I do not believe it for one second. I guess I just felt like I needed confirmation from the men of the world. I had divorce papers downloaded and told him I was considering it. Somehow between his pleading and the birth of a child, I've slowed my roll but I still think about it frequently. I'm waiting for his next slip up and that's sad.


----------



## MichinCC (Sep 30, 2014)

GusPolinski said:


> He was definitely looking to engage in a bit of extramarital buggery, and what you should now be wondering is whether or not he's already done so. And, for him to have gone right back to the same bullsh*t so quickly after being discovered would seem to indicate that he probably has.
> 
> Sorry.


No need to be sorry. You're just stating what I already feel and strangely enough that makes me feel better. I told him I thought he would cheat on me or already has and he acted so hurt. I really didn't know he was that good of an actor. Usually, you can smell a lie from him a mile away and that whole "joke" story was stinking for days. haha


----------



## dormant (Apr 3, 2012)

MichinCC said:


> I'm waiting for his next slip up and that's sad.


I doubt you will have to wait long...


----------



## happy as a clam (Jan 5, 2014)

Just look at your poll results...

*100%* of the responders say he intended to cheat. It's kind of like the "audience lifeline" on _Who Wants to Be A Millionaire?_ The audience is usually overwhelmingly right; surely 100% of us can't be _wrong?_ 

Stay on your toes...


----------



## FormerSelf (Apr 21, 2013)

Read books on sex addiction, such as "Your Sexually Addicted Spouse: How Partners Can Cope and Heal."

At this point I would suspect that he may have engaged in a physical encounter. DO NOT take him at his word. Cheaters who get caught will ONLY give you limited information based on what you know.

Get checked for STD.

This is not playing. This is a sex addiction, where a man is willing to engage in risky sex with strangers.
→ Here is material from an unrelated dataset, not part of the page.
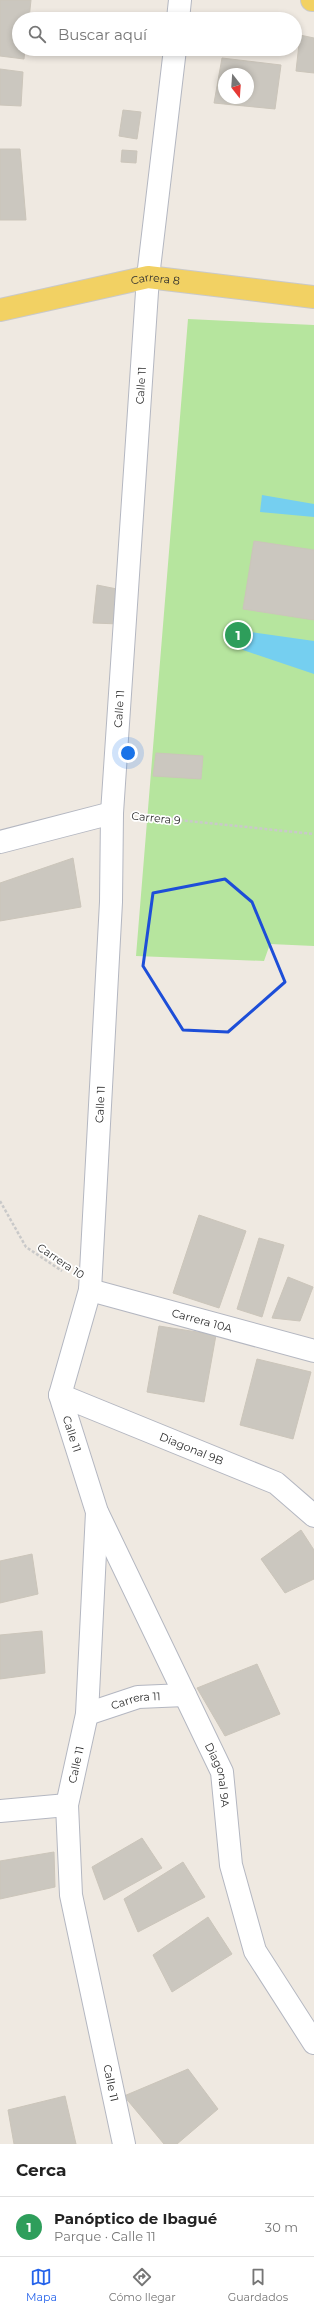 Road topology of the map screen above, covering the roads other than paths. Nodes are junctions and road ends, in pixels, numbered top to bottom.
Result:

Even if he realizes that his behavior may destroy his marriage, he may not be able to stop. This is more than just cheating in an emotional or physical affair...this is someone who has lost control.

He needs help. Hoping your threat will scare him back into step will not work for long. His desire will return and he needs something in place to support him. He is making all the promises in the world, but unless you demand he gets help for sex addiction, then he will return to this...and trust that he is going to take this underground.


----------



## MaritimeGuy (Jul 28, 2012)

It seems to me you've taken a very level headed approach to this. You'd be amazed how many people will come here and post something similar and are convinced their spouse is being completely honest. There's a difference between wanting to believe and should you believe. 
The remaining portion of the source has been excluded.